Granted, Lohan has made a spectacular, spiraling descent from child star to tabloid fodder, but still… 'Bimbo?' What is this, junior high school...circa 1950? The term is a relic of 20th century slut-shaming, when a young women's hair color was enough to brand her as nothing more than a sex object. The term propagated the myth (or fetish) that a smart woman can't be sexy, and vice versa. See Marilyn Monroe, the iconic bimbo reference, who, as anyone with a brain now knows, was a lot smarter than she was made out to be.

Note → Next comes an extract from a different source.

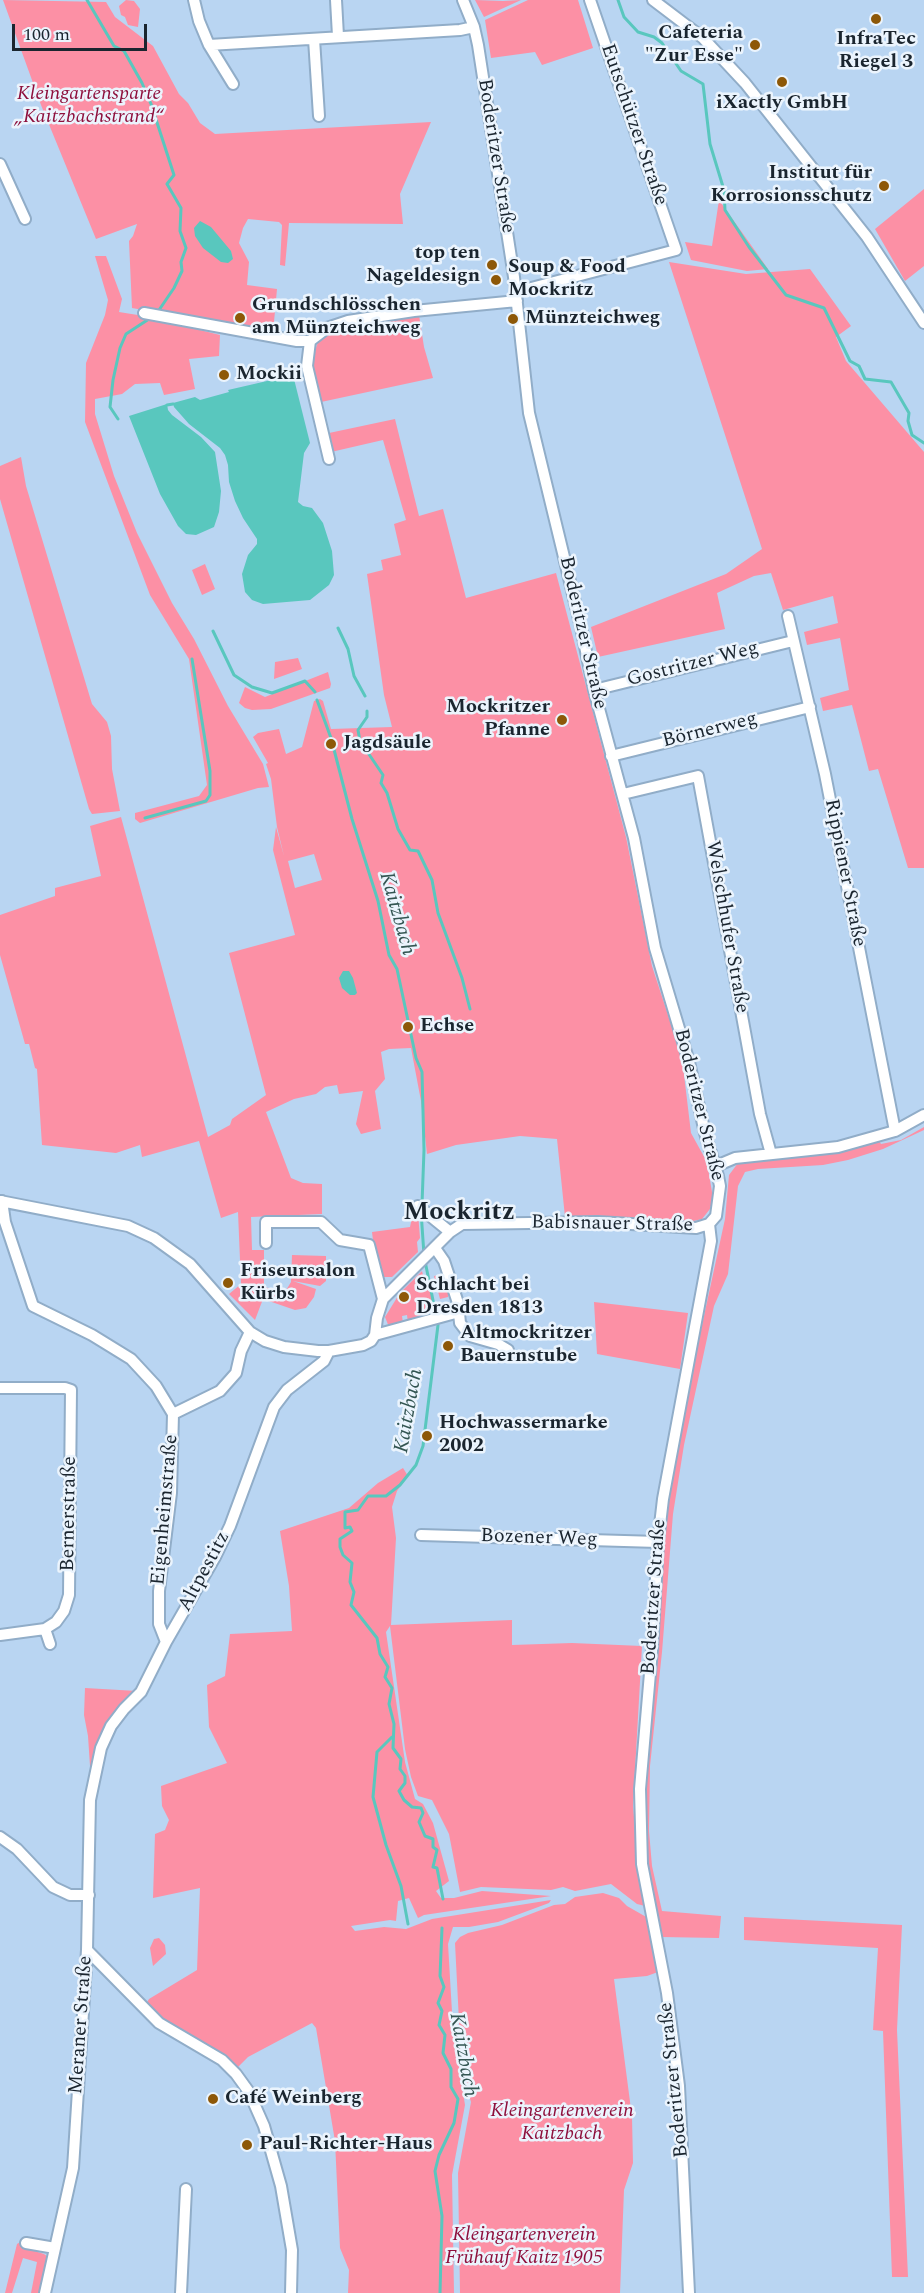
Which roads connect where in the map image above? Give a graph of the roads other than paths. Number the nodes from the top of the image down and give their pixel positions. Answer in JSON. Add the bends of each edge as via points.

The Urban Dictionary defines a bimbo as "A girl who is stupid, wears lots of make up and is obsessed with boys and clothes." Oddly enough, the word made its debut in the United States in the early 1900s as a slang term for an unintelligent man; it comes from the Italian word "bambino," which means baby boy (and in Italy, calling a guy a bimbo is like calling him a little sweetie. Emasculating, maybe, but not insulting).

Yes, Lindsay Lohan has made more than her fair share of bad choices. Yes, she's set herself up for ridicule time and again. Yes, her performance in "The Canyons" wasn't the career-resurrecting move she hoped it would be. But there's a huge difference between pointing out her problems -- she's earned that kind of criticism -- and calling her mindless female sex object. That's not criticism, that's just creepy. And using the word 'Bimbo' to describe any woman in 2013? That's just plain stupid.